Jesus’ encounter with Pharisees who want to trap Him with a question about taxes (in Matthew 22:15-22, this week’s Gospel reading in the lectionary) seems to divide the world into two neat categories: that which is of Caesar, and that which is of God. But drawing a neat line between these two may not be the story’s only point.
For instance, might Jesus be trying to turn the question about taxes back on those who raise it, so that they ask themselves whether they can successfully keep some things out of God’s hands? (Wendell Berry does something akin to this during an interview with Bill Moyers, when Berry says, “There are no sacred and unsacred places; there are only sacred and desecrated places.”)
Because this appears to be one of the struggles these religious professionals face. They come to Jesus all hot and bothered with questions or accusations designed to stump Him, but in the process reveal more about their particular struggles than they might realize. Is there marriage in heaven? Should one heal on the Sabbath? Are we right to pay taxes? Each time it sounds like they’ve figured a way to drive Jesus into a rhetorical corner from which there is no escape. Each time, He exposes some trouble they have in keeping to the way of God.
One of the ironies on this encounter–the one where taxes is the topic du jour–is that the Pharisees begin their remarks with declarations that say more than they realize:
we know that you are a man of integrity,
and that you teach the way of God in accordance with the truth.

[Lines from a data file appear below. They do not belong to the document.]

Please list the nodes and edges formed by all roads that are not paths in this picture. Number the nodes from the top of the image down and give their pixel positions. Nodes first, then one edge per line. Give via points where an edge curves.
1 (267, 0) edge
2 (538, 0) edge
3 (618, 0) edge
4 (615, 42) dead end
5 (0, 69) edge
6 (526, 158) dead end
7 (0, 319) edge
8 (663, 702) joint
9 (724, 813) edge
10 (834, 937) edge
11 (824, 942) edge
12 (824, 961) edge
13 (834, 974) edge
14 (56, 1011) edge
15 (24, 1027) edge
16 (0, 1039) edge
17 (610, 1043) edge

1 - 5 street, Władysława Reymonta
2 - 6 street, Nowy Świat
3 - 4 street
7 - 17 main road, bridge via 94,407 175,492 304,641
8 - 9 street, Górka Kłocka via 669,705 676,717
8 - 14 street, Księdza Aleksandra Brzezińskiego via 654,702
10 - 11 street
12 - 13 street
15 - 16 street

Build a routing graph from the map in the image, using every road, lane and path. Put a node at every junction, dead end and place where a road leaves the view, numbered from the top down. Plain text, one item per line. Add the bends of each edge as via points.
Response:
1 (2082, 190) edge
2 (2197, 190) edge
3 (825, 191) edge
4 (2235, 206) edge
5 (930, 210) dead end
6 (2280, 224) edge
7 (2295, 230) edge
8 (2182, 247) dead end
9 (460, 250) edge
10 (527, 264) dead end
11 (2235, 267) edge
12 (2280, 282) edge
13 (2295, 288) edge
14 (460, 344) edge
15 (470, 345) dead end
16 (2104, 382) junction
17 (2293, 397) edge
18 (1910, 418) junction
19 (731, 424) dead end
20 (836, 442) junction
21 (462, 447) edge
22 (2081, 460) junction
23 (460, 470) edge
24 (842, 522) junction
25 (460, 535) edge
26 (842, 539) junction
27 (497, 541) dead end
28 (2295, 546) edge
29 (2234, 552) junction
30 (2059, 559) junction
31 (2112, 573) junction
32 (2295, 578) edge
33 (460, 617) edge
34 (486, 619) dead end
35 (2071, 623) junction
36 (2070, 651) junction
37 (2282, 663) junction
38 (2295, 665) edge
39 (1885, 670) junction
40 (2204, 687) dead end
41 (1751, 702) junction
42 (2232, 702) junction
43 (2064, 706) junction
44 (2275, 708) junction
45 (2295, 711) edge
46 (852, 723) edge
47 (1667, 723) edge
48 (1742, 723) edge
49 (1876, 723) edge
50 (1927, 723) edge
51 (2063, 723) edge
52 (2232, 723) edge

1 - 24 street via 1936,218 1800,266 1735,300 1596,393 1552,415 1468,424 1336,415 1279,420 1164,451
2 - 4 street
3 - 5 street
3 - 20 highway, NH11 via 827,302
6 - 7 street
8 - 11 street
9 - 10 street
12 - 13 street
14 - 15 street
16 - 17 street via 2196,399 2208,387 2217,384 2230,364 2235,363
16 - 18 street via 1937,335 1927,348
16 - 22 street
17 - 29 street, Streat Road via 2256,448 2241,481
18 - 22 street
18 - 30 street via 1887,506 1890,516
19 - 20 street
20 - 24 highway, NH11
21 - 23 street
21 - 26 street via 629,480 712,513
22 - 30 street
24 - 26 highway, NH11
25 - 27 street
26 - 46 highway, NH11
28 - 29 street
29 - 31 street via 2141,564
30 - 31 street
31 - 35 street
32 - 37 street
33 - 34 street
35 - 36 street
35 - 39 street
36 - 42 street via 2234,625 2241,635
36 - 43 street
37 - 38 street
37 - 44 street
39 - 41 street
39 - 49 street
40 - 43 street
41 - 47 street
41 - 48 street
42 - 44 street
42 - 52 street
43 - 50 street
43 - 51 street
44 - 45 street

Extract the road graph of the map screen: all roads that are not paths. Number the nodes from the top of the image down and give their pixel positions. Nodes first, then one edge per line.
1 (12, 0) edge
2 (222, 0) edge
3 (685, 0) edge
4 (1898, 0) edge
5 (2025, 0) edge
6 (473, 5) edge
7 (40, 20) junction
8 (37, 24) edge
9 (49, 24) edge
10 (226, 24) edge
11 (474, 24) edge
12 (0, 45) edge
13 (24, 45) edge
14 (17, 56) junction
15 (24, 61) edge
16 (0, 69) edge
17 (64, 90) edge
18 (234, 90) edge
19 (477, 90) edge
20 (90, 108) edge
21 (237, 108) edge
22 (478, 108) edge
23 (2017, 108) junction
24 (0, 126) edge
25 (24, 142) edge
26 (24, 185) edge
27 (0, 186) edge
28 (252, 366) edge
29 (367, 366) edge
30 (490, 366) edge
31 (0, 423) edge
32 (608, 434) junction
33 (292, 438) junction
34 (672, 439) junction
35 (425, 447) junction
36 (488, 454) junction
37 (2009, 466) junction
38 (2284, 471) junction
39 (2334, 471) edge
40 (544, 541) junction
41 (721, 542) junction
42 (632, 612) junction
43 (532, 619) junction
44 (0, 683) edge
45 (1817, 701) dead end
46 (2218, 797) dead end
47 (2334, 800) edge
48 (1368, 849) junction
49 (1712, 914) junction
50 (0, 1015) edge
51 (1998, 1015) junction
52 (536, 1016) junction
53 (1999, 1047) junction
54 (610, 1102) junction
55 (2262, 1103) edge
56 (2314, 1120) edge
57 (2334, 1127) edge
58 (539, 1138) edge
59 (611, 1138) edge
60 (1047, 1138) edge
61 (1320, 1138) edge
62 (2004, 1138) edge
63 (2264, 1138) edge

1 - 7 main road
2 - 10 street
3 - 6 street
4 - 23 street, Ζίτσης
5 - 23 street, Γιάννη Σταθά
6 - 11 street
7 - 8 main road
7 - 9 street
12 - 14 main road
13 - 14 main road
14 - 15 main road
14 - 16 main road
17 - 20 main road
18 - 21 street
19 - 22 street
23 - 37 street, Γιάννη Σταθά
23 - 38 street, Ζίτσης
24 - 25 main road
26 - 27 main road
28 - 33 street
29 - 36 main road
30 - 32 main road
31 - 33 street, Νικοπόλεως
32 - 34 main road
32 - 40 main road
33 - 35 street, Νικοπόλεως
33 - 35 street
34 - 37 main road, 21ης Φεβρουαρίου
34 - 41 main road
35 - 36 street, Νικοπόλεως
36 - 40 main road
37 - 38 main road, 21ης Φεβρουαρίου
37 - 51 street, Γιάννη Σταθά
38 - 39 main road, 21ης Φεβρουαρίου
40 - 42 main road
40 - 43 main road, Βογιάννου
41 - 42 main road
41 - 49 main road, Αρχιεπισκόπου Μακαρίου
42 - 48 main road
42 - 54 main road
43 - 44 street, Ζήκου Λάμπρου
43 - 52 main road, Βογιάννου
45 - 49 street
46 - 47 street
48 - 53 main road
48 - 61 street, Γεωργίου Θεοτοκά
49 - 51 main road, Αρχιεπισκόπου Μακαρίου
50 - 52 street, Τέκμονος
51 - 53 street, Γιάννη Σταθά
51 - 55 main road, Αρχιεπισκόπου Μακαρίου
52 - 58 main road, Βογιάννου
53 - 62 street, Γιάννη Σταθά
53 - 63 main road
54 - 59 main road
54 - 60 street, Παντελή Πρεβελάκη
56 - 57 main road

To know this, and not be moved? To affirm this without accepting it? Little wonder that Jesus calls them hypocrites. Impolitic, perhaps, and even bordering on confrontational–but accurate. And if said without a sneer or malice? Jesus’ words contain a challenge to go back and reconsider:
How much is God’s? And, if you reach the conclusion that God is over all (or most, or more than you might have previously thought), can you live with that?